◆ **Work request**:
Every line of the data that contains the string "République" must be copied.

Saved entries
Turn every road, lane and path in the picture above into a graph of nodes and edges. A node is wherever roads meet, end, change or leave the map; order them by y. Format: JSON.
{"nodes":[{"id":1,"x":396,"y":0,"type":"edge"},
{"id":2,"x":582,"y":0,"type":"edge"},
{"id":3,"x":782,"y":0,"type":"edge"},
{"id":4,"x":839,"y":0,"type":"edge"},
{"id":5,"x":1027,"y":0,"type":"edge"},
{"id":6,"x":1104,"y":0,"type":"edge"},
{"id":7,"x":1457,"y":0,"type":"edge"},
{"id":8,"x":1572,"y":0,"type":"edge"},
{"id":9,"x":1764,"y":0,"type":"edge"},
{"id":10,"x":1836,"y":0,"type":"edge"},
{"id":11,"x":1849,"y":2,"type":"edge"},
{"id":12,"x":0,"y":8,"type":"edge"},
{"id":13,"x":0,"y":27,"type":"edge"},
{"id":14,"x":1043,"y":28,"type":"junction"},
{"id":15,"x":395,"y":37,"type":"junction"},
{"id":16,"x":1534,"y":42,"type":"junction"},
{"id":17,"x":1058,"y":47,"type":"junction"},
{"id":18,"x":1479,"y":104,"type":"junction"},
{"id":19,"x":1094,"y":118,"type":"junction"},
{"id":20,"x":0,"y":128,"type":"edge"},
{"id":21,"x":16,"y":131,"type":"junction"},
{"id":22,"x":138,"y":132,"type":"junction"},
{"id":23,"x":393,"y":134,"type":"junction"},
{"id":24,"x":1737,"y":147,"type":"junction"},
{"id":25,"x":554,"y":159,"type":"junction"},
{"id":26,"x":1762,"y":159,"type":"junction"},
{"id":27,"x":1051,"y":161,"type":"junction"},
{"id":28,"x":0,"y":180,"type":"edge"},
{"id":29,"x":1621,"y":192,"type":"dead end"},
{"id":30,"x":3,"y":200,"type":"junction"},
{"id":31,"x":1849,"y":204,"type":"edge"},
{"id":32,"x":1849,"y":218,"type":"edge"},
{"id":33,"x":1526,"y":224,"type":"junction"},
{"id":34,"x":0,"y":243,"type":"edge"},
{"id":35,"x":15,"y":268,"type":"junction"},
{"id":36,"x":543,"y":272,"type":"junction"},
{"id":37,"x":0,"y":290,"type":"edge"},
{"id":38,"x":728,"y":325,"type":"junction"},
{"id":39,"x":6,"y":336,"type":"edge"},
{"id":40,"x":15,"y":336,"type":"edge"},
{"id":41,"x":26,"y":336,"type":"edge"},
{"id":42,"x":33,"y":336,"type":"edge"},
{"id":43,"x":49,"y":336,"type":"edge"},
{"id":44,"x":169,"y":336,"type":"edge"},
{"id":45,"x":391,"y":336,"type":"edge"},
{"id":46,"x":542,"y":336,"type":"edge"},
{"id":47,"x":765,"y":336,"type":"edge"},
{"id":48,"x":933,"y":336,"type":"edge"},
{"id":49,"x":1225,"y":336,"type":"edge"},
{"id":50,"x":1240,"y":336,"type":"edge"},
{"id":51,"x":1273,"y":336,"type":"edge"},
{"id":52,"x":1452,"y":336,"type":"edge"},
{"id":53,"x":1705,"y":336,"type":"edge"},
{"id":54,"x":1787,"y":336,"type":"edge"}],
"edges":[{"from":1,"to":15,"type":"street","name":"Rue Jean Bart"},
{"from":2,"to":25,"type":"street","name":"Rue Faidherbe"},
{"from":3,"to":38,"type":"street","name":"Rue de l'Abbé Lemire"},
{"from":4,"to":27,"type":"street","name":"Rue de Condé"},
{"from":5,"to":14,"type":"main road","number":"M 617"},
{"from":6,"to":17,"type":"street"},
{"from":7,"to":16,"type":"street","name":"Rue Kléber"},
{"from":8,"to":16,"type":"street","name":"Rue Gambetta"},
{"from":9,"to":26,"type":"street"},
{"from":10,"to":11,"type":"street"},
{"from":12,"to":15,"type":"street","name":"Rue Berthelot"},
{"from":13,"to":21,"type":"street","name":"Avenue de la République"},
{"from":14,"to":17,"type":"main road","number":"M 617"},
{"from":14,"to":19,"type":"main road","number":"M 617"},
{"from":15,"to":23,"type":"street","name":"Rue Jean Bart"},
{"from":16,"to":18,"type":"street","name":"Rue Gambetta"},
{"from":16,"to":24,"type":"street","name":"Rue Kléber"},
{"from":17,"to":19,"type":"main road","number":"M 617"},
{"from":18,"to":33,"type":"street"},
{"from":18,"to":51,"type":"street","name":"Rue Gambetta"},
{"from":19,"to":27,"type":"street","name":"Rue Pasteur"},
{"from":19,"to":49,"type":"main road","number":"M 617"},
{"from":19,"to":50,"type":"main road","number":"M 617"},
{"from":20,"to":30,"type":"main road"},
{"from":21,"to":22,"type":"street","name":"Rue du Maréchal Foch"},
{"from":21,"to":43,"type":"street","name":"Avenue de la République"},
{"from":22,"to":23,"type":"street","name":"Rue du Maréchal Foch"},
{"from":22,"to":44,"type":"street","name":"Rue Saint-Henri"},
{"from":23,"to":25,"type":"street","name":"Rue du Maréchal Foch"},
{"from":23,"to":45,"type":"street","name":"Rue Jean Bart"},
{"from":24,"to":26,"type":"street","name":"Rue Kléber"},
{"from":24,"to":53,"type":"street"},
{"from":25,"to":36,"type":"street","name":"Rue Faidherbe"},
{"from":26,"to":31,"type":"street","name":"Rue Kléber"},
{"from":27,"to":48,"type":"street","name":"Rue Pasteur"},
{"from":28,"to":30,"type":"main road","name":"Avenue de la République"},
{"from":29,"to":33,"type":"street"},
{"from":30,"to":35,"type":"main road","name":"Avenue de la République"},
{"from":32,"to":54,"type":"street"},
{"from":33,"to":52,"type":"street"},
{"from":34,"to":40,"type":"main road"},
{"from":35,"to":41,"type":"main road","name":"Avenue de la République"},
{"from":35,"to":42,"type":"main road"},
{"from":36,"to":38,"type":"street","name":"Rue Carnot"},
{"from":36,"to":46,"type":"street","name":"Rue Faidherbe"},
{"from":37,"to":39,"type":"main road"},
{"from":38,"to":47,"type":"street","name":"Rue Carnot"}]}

◆ **Answer box**:
{"from":13,"to":21,"type":"street","name":"Avenue de la République"},
{"from":21,"to":43,"type":"street","name":"Avenue de la République"},
{"from":28,"to":30,"type":"main road","name":"Avenue de la République"},
{"from":30,"to":35,"type":"main road","name":"Avenue de la République"},
{"from":35,"to":41,"type":"main road","name":"Avenue de la République"},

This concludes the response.